In the United States, the Hatch Act has long served as bulwark against the corrosive intersection of partisan politics and government power. Signed into law in 1939, the Hatch Act was designed to combat the corruption associated with the so-called “spoils system,” in which politicians dole out valuable government jobs to their supporters, and those supporters are in return expected to use their government positions to benefit their political patrons. Civil service laws that create a “merit system” attack the spoils system from one direction, by making politically-motivated hiring and firing more difficult. Laws like the Hatch Act complement these efforts by prohibiting government employees from engaging in partisan political activities. More specifically, the Hatch Act prohibits any federal officer or employee (other than the President or Vice President) from engaging in political activity while acting under his or her “official authority or influence.” (This prohibition, as interpreted, covers any sort of partisan political activity while on the job, including displaying political paraphernalia, distributing campaign materials, and soliciting campaign contributions.) Penalties for violating the Hatch Act can include fines, demotion, suspension, removal from office, and temporary debarment from future federal service.

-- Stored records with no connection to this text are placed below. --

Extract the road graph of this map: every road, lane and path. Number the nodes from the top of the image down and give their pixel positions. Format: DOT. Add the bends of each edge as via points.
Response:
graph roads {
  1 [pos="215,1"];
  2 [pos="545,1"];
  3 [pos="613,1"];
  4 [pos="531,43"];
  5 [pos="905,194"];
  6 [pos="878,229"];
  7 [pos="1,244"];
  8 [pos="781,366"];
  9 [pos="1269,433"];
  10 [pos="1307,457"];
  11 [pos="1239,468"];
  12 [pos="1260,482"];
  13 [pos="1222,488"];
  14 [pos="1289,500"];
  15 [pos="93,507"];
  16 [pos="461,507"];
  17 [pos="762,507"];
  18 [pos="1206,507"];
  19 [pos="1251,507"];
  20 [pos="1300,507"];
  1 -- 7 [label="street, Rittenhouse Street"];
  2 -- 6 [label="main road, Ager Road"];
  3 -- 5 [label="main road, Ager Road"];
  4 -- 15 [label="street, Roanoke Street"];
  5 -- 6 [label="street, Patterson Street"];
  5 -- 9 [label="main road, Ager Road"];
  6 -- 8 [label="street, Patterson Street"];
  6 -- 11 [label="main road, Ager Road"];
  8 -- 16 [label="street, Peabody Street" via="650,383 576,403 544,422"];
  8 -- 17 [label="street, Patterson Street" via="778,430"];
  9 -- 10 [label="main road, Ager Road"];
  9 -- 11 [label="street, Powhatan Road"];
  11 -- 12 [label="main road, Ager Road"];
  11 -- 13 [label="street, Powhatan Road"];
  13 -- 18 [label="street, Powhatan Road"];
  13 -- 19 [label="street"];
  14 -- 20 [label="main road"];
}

Since its enactment, compliance with the Hatch Act has generally been quite good. But that changed in January 2017, when President Trump took office. Throughout the Trump years, rampant violations of the Hatch Act plagued the federal government. High-level Trump Administration officials like Ivanka TrumpJared KushnerMike PompeoKellyanne Conway, and Stephen Miller, among many others, engaged in likely Hatch Act violations, with no significant consequences. This exposed an uncomfortable truth: At least for high-level political appointees, the Hatch Act’s enforcement mechanisms are too week, and the penalties too negligible, to deter officials uninterested in complying with the law. Indeed, past compliance with the Act was likely more the product of government norms than fear of punishment.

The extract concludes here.